--- START ---

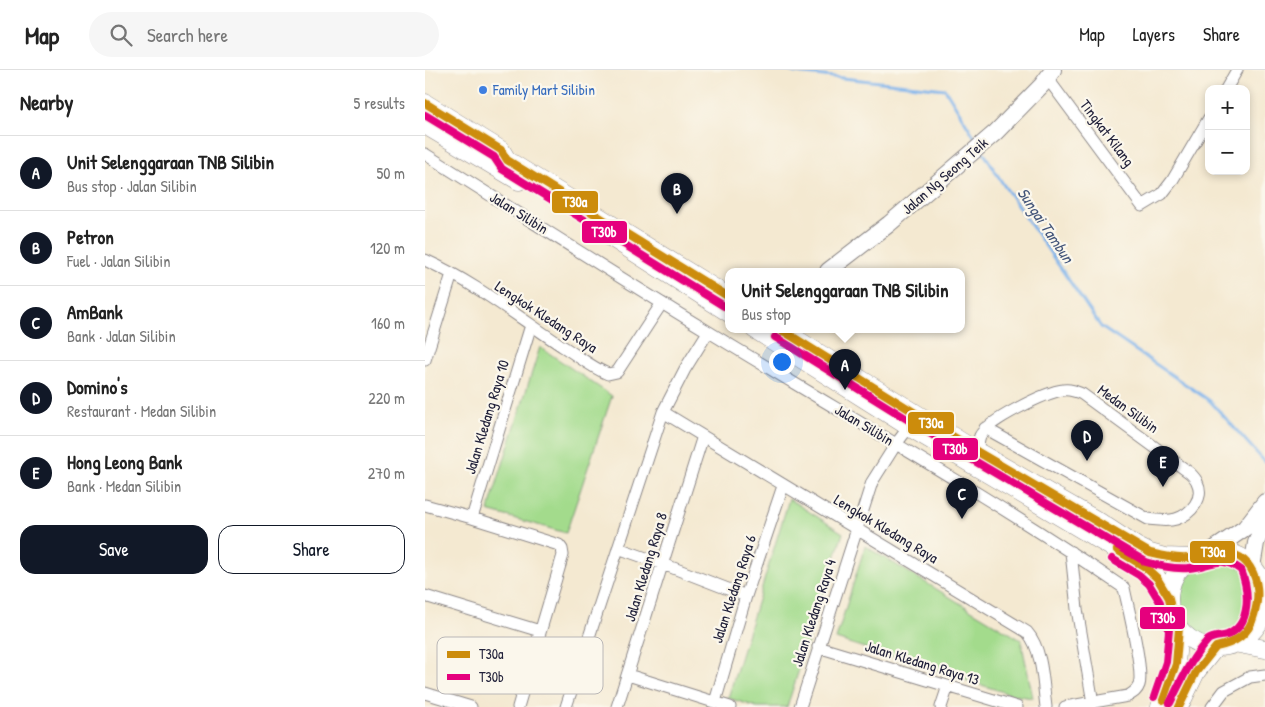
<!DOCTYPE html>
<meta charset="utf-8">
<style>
:root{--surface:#fff;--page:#f6f6f6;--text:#222;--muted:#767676;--line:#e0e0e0;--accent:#111827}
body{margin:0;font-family:"Patrick Hand",sans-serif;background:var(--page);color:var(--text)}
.controls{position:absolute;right:15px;top:15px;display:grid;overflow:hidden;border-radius:10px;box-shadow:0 2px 8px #0003}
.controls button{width:45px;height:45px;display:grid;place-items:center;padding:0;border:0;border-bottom:1px solid var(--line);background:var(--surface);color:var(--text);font:25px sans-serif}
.you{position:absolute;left:356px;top:291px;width:18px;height:18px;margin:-12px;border:4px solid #fff;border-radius:50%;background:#1a73e8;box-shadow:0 0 0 8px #1a73e833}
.badge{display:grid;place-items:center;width:32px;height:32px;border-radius:50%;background:var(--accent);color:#fff;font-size:16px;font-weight:700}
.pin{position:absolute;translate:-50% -41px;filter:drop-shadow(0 1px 2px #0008)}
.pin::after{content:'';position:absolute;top:26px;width:18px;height:15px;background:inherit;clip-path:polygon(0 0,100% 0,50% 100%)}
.popup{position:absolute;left:300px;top:198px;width:240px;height:65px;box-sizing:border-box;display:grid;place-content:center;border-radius:10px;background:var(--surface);filter:drop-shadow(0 1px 4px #0005);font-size:16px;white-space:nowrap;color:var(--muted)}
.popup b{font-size:19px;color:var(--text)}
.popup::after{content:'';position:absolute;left:50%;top:100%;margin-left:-10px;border:10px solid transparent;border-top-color:var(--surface)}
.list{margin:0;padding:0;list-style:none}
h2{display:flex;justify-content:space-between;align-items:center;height:65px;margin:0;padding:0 20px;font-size:21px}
h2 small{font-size:16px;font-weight:400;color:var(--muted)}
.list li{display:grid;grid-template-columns:32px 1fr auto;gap:15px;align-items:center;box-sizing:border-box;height:75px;padding:0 20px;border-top:1px solid var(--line)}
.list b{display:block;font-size:19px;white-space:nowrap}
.list p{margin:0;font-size:16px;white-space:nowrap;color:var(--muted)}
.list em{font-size:16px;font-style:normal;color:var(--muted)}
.actions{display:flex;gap:10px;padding:15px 20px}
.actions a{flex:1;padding:11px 0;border:1px solid var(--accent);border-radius:15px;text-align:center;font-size:18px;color:var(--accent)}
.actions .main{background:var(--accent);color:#fff}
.icon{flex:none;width:28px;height:28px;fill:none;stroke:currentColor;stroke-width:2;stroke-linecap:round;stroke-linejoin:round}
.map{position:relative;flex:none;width:840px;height:637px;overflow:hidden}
header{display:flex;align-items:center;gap:30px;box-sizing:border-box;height:70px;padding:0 25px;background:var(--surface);border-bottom:1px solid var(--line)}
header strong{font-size:24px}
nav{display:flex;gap:28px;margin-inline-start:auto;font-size:18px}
.search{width:350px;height:45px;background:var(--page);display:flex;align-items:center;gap:12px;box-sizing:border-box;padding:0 18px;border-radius:28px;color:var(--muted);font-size:19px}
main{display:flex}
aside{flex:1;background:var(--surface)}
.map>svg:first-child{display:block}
</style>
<header>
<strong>Map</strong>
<div class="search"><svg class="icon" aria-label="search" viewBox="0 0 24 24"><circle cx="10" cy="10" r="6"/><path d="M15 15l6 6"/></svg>Search here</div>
<nav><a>Map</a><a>Layers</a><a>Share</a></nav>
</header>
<main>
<aside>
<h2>Nearby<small>5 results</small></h2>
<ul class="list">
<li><span class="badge">A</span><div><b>Unit Selenggaraan TNB Silibin</b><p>Bus stop · Jalan Silibin</p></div><em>50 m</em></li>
<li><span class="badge">B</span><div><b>Petron</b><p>Fuel · Jalan Silibin</p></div><em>120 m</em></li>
<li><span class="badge">C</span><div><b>AmBank</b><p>Bank · Jalan Silibin</p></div><em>160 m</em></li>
<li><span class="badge">D</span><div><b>Domino's</b><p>Restaurant · Medan Silibin</p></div><em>220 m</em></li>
<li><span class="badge">E</span><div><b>Hong Leong Bank</b><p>Bank · Medan Silibin</p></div><em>270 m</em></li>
</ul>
<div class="actions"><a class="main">Save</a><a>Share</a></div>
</aside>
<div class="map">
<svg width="840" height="637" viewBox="0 0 840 637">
<rect width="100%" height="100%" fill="#fbf7ec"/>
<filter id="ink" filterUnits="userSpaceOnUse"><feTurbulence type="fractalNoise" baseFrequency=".02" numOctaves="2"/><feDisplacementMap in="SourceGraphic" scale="10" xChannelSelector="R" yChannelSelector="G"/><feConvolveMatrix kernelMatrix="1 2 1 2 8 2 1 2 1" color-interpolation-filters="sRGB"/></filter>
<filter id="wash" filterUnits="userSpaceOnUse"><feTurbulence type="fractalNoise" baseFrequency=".0096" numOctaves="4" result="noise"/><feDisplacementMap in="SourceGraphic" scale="20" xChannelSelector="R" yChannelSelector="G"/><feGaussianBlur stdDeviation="1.12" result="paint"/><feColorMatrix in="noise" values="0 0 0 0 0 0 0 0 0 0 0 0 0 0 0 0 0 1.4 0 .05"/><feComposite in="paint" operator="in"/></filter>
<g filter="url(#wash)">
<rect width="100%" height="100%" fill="#f4e9d1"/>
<path fill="#a3db8c" stroke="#627e64" d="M 115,277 L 187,326 L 141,463 L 63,441 Z
M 364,429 L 418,463 L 362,637 L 332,637 L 303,628 Z
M 440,476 L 596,570 L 608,628 L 588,625 L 411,569 Z
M754 533a41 41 0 1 1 82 0a41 41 0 1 1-82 0Z"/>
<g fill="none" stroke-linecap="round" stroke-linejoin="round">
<path stroke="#7cb2eb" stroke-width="3" d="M 362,0 L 371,3 L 520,19 L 552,71
M 557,80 L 578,114 L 676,257 L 785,331 L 840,392"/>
</g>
</g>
<g filter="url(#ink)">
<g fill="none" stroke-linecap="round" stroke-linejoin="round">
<defs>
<path id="minor" d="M 623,9 L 717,136 L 737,124 L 747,111 L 784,48
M 801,19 L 812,0
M 0,84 C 94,143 188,204 284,262 C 423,347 565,426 699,518 C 703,537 719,601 714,615 C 712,621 708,623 703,626 L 640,637
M 0,190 C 49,212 93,247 137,276 C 152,285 167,298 183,304 L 192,302 L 237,233
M 0,290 L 27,204
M 238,342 L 602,562 C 618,580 618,614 621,637
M 553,382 C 553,377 553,370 555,366 C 562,351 621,322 638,320 C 645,319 650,321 657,324 L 765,403 C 767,405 771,409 772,412 C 780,428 766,444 751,449 C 742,452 733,450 723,449 L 560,358
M 0,435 L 47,448 L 134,475 L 137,479 L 138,485 L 93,637
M 47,448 L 106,255
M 193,478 L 238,494 L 321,526
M 646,482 L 652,539 L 668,633
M 0,526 L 115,561
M 393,577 L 592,637
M 203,605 L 305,637
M 0,623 L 46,637
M 290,632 L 321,526 L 358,416
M 141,637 L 238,342 L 260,299 L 283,262
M 192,637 L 278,366
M 375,637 L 447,412 L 471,374 L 484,357
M 516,637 L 523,616
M 787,637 L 799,621 L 825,607 L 840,605"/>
<path id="secondary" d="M 403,201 L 464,154 L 571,62 L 617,15 L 628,0
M 785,482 L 820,458 L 840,432
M 827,497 L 831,473 L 840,450"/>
<path id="primary" d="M 0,33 L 76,80 L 82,90 L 304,227
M 0,55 L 94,111
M 176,161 L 304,243
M 329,259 L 484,357 L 720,497 L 732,508 L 744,528
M 355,259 L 553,382 L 673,451 L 711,476 L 725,483 L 739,487 L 768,488
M744 529a48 48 0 1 1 96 0a48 48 0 1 1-96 0Z
M 809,573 L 840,579
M 735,637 L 751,594 L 754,558
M 754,637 L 771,602 L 791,577"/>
</defs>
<use href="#minor" stroke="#8b8686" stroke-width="13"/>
<use href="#secondary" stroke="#8b8686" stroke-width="18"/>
<use href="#primary" stroke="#8b8686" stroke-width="19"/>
<use href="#minor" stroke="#fff" stroke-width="11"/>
<use href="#secondary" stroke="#fff" stroke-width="16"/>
<use href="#primary" stroke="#fff" stroke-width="18"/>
<defs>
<path id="bus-1" d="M 0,33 L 76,80 L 82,90 L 304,227
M 355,259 L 553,382 L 725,483 C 737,486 750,489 763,488 C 773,488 782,482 792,482 C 829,481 838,516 829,545 C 824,565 810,573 791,577 L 771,602 L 754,637
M 692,480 L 720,497 L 732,508 L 744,528 L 747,544 L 754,558 L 751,594 L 738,630"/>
<path id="bus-2" d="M 0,45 L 69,87 L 77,99 L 299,236
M 350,267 L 548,390 L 721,492 C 734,496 749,499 764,498 C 785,497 794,483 816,500 C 824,520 827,555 802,565 C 795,567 788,566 783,570 C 766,588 756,611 745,633
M 687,489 L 714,505 L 724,514 L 735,532 L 737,547 L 744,560 L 741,592 L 729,627"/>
</defs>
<use href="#bus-1" stroke="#fbf7ec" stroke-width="11"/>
<use href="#bus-2" stroke="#fbf7ec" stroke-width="11"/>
<use href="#bus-1" stroke="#cc8c0c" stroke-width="8"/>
<use href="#bus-2" stroke="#e5007d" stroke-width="8"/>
</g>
</g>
<circle fill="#3f7fe0" stroke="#fbf7ec" stroke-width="2" cx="58" cy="20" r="5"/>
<g text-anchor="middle" stroke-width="4.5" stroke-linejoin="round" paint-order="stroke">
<g font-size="15" fill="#366cbe" stroke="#fbf7ec" text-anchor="start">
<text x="68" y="25">Family Mart Silibin</text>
</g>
<g font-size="15" fill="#22223b" stroke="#fbf7ec">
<text transform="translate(682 63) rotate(53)" y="5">Tingkat Kilang</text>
<text transform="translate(520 106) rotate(-41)" y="5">Jalan Ng Seong Teik</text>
<text transform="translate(94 143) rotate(32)" y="5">Jalan Silibin</text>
<text transform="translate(121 247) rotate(33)" y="5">Lengkok Kledang Raya</text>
<text transform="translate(703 339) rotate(36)" y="5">Medan Silibin</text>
<text transform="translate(62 347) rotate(-73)" y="5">Jalan Kledang Raya 10</text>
<text transform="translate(439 355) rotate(31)" y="5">Jalan Silibin</text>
<text transform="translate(461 459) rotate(31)" y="5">Lengkok Kledang Raya</text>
<text transform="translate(221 497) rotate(-73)" y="5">Jalan Kledang Raya 8</text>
<text transform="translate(309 519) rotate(-72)" y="5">Jalan Kledang Raya 6</text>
<text transform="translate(389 543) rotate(-72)" y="5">Jalan Kledang Raya 4</text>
<text transform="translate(497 593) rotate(17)" y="5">Jalan Kledang Raya 13</text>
</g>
<g font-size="16" font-style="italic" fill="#425479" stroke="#fbf7ec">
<text transform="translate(621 155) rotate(56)" y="6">Sungai Tambun</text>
</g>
</g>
<rect x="12" y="567" width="166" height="57" rx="8" fill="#fbf7ec" stroke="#bab7b7" stroke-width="1"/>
<rect x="22" y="581" width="23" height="7" fill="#cc8c0c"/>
<rect x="22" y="604" width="23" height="6" fill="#e5007d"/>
<g font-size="14" fill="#22223b">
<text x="54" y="589">T30a</text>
<text x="54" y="612">T30b</text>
</g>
<g stroke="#fbf7ec" stroke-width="2">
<rect x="126" y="120" width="48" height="24" rx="5" fill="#cc8c0c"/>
<rect x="156" y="150" width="47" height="24" rx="5" fill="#e5007d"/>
<rect x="482" y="341" width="48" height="24" rx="5" fill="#cc8c0c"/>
<rect x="507" y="367" width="47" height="24" rx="5" fill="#e5007d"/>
<rect x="764" y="470" width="47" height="24" rx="5" fill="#cc8c0c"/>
<rect x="714" y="536" width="47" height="24" rx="5" fill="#e5007d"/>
</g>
<g font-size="14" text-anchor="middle" font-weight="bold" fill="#fff">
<text x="150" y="137">T30a</text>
<text x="179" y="167">T30b</text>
<text x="506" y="358">T30a</text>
<text x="530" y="384">T30b</text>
<text x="788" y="487">T30a</text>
<text x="738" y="553">T30b</text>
</g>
</svg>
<div class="controls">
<button>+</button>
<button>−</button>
</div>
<div class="you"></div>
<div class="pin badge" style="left:420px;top:320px">A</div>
<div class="popup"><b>Unit Selenggaraan TNB Silibin</b>Bus stop</div>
<div class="pin badge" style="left:252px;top:144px">B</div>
<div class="pin badge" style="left:537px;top:449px">C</div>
<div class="pin badge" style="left:662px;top:391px">D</div>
<div class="pin badge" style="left:738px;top:417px">E</div>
</div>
</main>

--- END ---

## To do
Looking over the records, find each line with the word "yChannelSelector" and copy it.

## Output below
<filter id="ink" filterUnits="userSpaceOnUse"><feTurbulence type="fractalNoise" baseFrequency=".02" numOctaves="2"/><feDisplacementMap in="SourceGraphic" scale="10" xChannelSelector="R" yChannelSelector="G"/><feConvolveMatrix kernelMatrix="1 2 1 2 8 2 1 2 1" color-interpolation-filters="sRGB"/></filter>
<filter id="wash" filterUnits="userSpaceOnUse"><feTurbulence type="fractalNoise" baseFrequency=".0096" numOctaves="4" result="noise"/><feDisplacementMap in="SourceGraphic" scale="20" xChannelSelector="R" yChannelSelector="G"/><feGaussianBlur stdDeviation="1.12" result="paint"/><feColorMatrix in="noise" values="0 0 0 0 0 0 0 0 0 0 0 0 0 0 0 0 0 1.4 0 .05"/><feComposite in="paint" operator="in"/></filter>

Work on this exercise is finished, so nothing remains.